Brief ▸ Your response must be made up of each line in the data below that contains the string "Λακωνίας".

········

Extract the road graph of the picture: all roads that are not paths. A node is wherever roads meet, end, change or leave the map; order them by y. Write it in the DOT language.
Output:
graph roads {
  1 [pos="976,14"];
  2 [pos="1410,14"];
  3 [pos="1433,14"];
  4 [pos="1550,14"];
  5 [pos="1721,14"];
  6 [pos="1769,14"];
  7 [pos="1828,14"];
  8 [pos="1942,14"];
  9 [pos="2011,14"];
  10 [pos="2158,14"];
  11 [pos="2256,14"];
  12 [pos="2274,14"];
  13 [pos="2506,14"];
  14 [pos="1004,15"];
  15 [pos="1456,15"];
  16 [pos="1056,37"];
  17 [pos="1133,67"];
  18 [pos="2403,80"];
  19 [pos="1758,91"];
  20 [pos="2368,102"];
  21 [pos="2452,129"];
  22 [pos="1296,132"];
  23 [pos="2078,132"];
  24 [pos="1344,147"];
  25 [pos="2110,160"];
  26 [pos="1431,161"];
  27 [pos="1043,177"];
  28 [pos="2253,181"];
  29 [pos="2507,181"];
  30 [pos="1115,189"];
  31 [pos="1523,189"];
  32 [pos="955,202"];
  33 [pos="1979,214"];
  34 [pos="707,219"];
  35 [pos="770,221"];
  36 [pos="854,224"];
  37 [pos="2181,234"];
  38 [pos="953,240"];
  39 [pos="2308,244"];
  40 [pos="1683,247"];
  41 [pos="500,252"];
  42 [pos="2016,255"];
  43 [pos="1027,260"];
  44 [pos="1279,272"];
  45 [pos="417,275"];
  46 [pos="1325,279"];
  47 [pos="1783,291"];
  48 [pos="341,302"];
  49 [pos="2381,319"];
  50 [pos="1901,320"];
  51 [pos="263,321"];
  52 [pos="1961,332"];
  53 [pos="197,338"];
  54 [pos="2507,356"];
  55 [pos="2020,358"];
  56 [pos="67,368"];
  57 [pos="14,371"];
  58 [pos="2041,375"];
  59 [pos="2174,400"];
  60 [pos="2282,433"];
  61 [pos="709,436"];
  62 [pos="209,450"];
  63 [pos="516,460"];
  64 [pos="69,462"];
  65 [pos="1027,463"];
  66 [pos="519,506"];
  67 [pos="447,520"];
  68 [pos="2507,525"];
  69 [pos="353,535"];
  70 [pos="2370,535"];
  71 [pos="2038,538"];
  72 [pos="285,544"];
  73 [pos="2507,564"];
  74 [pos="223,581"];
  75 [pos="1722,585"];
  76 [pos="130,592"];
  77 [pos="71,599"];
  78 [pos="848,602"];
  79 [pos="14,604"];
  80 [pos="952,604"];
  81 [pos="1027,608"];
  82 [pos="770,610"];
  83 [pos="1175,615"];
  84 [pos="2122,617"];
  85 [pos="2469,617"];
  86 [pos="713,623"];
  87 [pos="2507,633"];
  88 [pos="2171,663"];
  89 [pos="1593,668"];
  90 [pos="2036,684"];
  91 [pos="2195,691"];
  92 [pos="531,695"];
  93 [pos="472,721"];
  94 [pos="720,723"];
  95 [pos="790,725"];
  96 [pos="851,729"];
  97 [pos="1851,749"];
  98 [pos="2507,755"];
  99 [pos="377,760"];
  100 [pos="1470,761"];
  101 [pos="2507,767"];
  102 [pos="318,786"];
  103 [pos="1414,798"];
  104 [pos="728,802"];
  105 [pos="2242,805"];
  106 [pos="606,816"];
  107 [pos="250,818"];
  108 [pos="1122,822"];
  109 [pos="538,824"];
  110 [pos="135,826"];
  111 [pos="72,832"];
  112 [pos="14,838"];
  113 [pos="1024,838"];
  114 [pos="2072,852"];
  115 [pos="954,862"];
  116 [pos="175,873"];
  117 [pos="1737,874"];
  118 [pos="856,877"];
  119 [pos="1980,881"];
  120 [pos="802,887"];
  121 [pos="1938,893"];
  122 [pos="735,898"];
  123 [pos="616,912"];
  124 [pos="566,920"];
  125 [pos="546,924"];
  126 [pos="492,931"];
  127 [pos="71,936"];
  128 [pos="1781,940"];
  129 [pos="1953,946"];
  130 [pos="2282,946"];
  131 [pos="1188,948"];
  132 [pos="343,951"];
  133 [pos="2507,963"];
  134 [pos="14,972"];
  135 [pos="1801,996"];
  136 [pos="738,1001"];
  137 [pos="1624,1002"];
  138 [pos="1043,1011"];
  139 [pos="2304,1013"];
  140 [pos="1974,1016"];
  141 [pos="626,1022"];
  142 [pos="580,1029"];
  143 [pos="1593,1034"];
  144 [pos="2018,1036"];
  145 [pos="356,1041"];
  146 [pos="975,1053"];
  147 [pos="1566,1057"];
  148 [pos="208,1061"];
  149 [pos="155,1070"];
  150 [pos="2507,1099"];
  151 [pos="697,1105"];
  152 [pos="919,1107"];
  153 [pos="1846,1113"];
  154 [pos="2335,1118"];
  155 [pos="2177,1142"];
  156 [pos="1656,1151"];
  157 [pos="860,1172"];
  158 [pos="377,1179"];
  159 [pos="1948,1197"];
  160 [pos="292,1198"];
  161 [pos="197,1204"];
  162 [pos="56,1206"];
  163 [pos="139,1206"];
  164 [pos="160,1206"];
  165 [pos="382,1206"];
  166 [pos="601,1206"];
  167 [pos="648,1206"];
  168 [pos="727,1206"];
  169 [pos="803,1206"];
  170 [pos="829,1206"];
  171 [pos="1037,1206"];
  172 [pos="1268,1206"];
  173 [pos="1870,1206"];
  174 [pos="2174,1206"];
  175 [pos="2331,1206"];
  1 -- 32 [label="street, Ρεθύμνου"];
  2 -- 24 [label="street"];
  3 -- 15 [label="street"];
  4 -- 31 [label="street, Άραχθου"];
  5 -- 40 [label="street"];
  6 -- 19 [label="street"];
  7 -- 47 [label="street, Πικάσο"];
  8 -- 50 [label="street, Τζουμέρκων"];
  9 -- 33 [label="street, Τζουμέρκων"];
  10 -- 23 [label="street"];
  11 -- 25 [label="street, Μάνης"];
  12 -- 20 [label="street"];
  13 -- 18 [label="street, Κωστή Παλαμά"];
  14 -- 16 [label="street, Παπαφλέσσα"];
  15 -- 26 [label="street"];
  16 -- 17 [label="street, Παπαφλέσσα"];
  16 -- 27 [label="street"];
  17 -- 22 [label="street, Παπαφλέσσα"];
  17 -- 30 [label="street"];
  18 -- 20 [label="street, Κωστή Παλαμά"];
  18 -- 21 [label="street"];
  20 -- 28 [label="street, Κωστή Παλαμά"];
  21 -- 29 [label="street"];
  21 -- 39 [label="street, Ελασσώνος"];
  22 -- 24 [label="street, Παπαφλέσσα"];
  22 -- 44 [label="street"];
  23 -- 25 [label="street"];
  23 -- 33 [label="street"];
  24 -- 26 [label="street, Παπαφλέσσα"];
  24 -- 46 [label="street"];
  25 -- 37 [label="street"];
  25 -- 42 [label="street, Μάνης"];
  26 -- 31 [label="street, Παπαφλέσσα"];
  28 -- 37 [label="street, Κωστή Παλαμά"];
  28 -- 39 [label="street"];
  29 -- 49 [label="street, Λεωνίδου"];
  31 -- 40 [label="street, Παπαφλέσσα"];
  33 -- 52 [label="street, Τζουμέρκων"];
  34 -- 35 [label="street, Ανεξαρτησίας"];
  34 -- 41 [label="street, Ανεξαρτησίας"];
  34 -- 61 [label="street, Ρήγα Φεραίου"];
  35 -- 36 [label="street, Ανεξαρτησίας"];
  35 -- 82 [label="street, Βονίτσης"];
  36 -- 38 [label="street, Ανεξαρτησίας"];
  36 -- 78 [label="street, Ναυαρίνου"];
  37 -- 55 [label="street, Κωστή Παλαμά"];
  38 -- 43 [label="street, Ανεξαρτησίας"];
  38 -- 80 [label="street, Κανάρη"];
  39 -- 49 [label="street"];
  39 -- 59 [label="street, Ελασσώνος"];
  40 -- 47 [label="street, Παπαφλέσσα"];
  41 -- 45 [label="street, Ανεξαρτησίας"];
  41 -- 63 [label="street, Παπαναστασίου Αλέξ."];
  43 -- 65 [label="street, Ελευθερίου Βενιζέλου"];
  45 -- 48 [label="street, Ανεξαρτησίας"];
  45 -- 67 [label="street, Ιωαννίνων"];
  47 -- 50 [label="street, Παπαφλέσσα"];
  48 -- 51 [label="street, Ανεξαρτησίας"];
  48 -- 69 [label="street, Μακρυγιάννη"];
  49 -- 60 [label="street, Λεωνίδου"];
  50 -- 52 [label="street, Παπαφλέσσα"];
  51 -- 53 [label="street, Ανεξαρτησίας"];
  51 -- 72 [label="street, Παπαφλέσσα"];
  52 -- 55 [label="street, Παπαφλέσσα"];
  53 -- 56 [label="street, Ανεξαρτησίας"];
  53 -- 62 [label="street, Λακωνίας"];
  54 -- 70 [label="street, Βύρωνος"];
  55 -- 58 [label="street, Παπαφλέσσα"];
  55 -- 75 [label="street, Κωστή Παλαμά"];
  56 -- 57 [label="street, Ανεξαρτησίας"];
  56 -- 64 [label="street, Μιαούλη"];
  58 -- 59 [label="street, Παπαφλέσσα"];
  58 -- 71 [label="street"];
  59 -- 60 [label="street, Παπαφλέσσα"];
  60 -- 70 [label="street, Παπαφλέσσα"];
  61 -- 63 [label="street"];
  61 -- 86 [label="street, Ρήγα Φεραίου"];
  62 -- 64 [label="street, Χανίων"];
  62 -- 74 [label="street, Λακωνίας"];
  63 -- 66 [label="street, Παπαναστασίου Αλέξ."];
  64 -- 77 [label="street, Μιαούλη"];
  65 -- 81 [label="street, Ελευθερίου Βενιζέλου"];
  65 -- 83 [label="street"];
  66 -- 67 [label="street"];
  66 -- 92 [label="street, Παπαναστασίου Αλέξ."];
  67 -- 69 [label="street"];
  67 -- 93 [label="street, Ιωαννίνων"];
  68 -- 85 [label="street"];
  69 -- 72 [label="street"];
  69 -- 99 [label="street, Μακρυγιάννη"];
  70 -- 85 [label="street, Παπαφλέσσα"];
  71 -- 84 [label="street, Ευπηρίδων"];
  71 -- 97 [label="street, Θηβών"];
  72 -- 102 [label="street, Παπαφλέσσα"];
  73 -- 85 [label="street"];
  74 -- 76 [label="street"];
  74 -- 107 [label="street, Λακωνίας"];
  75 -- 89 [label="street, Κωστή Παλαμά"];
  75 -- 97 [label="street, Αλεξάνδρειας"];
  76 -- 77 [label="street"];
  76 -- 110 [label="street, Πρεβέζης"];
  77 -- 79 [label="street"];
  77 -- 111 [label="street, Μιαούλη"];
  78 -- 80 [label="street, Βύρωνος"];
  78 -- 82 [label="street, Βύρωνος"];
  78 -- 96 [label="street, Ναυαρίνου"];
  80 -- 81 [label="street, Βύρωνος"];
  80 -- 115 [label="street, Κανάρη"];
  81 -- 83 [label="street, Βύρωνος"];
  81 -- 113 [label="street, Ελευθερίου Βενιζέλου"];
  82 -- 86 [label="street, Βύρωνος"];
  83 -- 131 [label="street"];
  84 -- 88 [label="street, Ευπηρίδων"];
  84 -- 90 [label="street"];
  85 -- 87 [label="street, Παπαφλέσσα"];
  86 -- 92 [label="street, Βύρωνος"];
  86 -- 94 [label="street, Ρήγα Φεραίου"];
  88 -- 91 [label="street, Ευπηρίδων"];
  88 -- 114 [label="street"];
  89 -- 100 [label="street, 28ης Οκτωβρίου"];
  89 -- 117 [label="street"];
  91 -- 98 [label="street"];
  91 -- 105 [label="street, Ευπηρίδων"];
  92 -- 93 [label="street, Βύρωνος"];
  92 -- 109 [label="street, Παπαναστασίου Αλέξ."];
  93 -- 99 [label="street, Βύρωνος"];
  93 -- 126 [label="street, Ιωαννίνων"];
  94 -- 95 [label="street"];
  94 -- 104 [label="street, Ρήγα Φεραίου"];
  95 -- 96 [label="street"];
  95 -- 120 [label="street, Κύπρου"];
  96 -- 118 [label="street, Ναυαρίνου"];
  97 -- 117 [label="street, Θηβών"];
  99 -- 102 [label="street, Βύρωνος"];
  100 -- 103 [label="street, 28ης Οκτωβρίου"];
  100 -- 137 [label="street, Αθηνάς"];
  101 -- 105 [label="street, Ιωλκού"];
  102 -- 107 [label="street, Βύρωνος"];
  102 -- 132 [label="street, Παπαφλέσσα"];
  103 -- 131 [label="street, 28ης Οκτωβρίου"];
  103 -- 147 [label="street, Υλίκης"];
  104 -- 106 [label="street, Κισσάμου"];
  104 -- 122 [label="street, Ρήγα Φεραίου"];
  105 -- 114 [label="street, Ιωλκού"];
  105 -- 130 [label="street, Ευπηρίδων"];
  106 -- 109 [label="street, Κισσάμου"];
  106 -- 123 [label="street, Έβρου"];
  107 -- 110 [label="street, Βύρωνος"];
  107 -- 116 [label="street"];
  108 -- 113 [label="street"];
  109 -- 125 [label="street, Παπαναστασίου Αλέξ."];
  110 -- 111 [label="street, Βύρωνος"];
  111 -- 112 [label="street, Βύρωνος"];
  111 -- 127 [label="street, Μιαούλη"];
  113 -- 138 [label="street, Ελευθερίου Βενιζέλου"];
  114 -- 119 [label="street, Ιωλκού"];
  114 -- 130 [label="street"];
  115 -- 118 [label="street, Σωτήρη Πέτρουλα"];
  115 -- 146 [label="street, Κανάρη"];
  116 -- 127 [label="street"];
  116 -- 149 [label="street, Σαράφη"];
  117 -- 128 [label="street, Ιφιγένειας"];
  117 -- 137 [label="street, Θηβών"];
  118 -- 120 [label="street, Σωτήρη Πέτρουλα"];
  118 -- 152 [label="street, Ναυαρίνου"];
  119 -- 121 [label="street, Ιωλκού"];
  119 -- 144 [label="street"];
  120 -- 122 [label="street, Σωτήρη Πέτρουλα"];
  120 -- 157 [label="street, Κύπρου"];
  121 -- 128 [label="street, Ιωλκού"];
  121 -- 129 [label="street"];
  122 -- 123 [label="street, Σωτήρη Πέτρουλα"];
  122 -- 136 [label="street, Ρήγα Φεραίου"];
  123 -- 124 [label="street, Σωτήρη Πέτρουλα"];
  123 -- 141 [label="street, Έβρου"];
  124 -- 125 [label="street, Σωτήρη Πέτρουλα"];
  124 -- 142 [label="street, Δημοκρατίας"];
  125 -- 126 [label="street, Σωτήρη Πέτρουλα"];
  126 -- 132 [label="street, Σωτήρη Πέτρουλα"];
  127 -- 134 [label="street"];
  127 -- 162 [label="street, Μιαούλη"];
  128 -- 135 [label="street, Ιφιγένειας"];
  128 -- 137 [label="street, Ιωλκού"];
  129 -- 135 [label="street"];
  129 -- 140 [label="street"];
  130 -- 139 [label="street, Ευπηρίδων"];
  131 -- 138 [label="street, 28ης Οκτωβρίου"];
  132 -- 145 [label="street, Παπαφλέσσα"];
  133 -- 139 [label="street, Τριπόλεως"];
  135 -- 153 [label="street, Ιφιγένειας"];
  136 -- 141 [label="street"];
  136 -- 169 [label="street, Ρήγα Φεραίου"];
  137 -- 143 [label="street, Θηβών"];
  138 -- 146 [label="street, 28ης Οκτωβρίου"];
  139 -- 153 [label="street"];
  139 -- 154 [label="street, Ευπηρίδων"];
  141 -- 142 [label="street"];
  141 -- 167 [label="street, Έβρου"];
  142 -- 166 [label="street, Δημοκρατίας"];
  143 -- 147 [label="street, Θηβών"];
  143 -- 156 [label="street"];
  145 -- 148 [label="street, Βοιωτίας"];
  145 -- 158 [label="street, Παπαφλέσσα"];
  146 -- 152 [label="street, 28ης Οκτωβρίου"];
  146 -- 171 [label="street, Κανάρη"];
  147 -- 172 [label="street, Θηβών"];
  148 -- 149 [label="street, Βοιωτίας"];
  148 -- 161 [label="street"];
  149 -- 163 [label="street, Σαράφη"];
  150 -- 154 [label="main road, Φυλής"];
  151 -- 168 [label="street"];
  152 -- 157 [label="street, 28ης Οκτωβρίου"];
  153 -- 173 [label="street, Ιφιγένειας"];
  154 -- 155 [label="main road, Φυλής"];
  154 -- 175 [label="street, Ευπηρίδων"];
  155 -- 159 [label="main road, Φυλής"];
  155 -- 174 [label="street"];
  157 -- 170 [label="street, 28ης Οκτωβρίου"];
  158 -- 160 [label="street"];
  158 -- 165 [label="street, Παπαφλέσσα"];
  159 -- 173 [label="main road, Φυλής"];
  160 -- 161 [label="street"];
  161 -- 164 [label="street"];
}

········

Answer section ▸
  53 -- 62 [label="street, Λακωνίας"];
  62 -- 74 [label="street, Λακωνίας"];
  74 -- 107 [label="street, Λακωνίας"];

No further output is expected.